▶ **EXERCISE**
Reproduce the entries below exactly, but leave the pictures out.

[Dataset items]
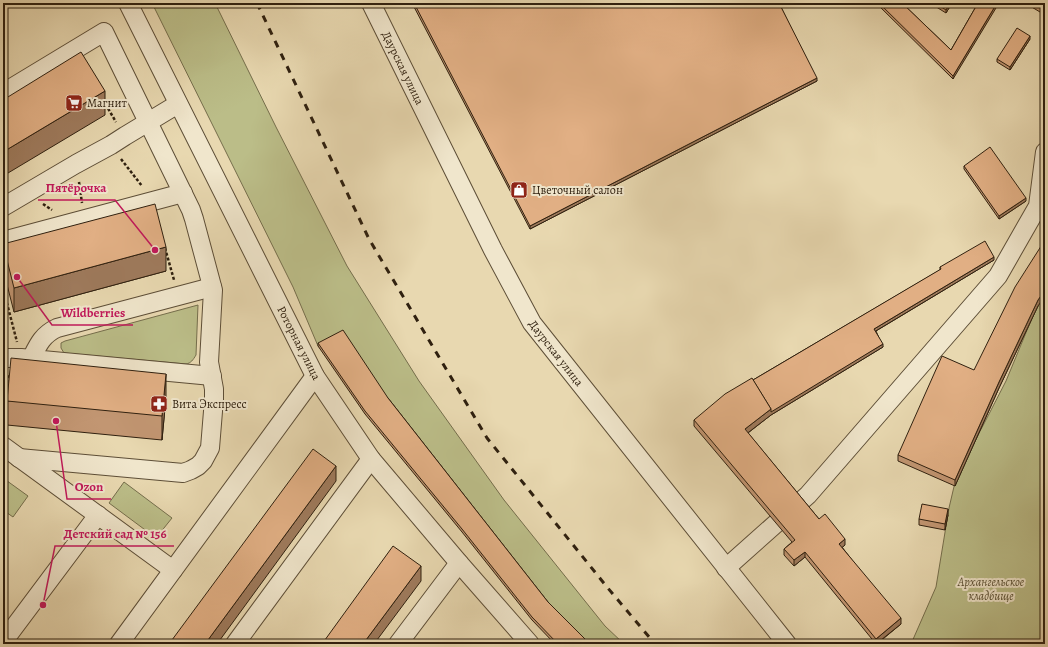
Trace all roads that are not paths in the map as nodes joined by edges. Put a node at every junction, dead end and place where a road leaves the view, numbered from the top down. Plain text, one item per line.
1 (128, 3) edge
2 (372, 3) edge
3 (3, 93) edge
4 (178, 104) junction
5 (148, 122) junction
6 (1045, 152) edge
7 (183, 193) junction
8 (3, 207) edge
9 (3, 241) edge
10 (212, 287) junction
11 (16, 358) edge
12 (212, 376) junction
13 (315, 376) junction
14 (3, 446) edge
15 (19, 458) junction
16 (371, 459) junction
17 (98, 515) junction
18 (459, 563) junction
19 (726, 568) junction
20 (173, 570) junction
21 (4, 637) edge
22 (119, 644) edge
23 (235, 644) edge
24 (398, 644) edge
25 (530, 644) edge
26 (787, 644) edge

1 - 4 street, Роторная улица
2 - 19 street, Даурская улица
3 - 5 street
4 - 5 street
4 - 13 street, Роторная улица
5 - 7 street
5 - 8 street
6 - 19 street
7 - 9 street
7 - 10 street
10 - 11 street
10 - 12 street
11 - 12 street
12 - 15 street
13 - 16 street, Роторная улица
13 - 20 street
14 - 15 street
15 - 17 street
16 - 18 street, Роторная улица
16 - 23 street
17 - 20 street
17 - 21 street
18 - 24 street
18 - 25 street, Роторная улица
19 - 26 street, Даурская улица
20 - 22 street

▶ **REPLY TO THE TASK**
Trace all roads that are not paths in the map as nodes joined by edges. Put a node at every junction, dead end and place where a road leaves the view, numbered from the top down. Plain text, one item per line.
1 (128, 3) edge
2 (372, 3) edge
3 (3, 93) edge
4 (178, 104) junction
5 (148, 122) junction
6 (1045, 152) edge
7 (183, 193) junction
8 (3, 207) edge
9 (3, 241) edge
10 (212, 287) junction
11 (16, 358) edge
12 (212, 376) junction
13 (315, 376) junction
14 (3, 446) edge
15 (19, 458) junction
16 (371, 459) junction
17 (98, 515) junction
18 (459, 563) junction
19 (726, 568) junction
20 (173, 570) junction
21 (4, 637) edge
22 (119, 644) edge
23 (235, 644) edge
24 (398, 644) edge
25 (530, 644) edge
26 (787, 644) edge

1 - 4 street, Роторная улица
2 - 19 street, Даурская улица
3 - 5 street
4 - 5 street
4 - 13 street, Роторная улица
5 - 7 street
5 - 8 street
6 - 19 street
7 - 9 street
7 - 10 street
10 - 11 street
10 - 12 street
11 - 12 street
12 - 15 street
13 - 16 street, Роторная улица
13 - 20 street
14 - 15 street
15 - 17 street
16 - 18 street, Роторная улица
16 - 23 street
17 - 20 street
17 - 21 street
18 - 24 street
18 - 25 street, Роторная улица
19 - 26 street, Даурская улица
20 - 22 street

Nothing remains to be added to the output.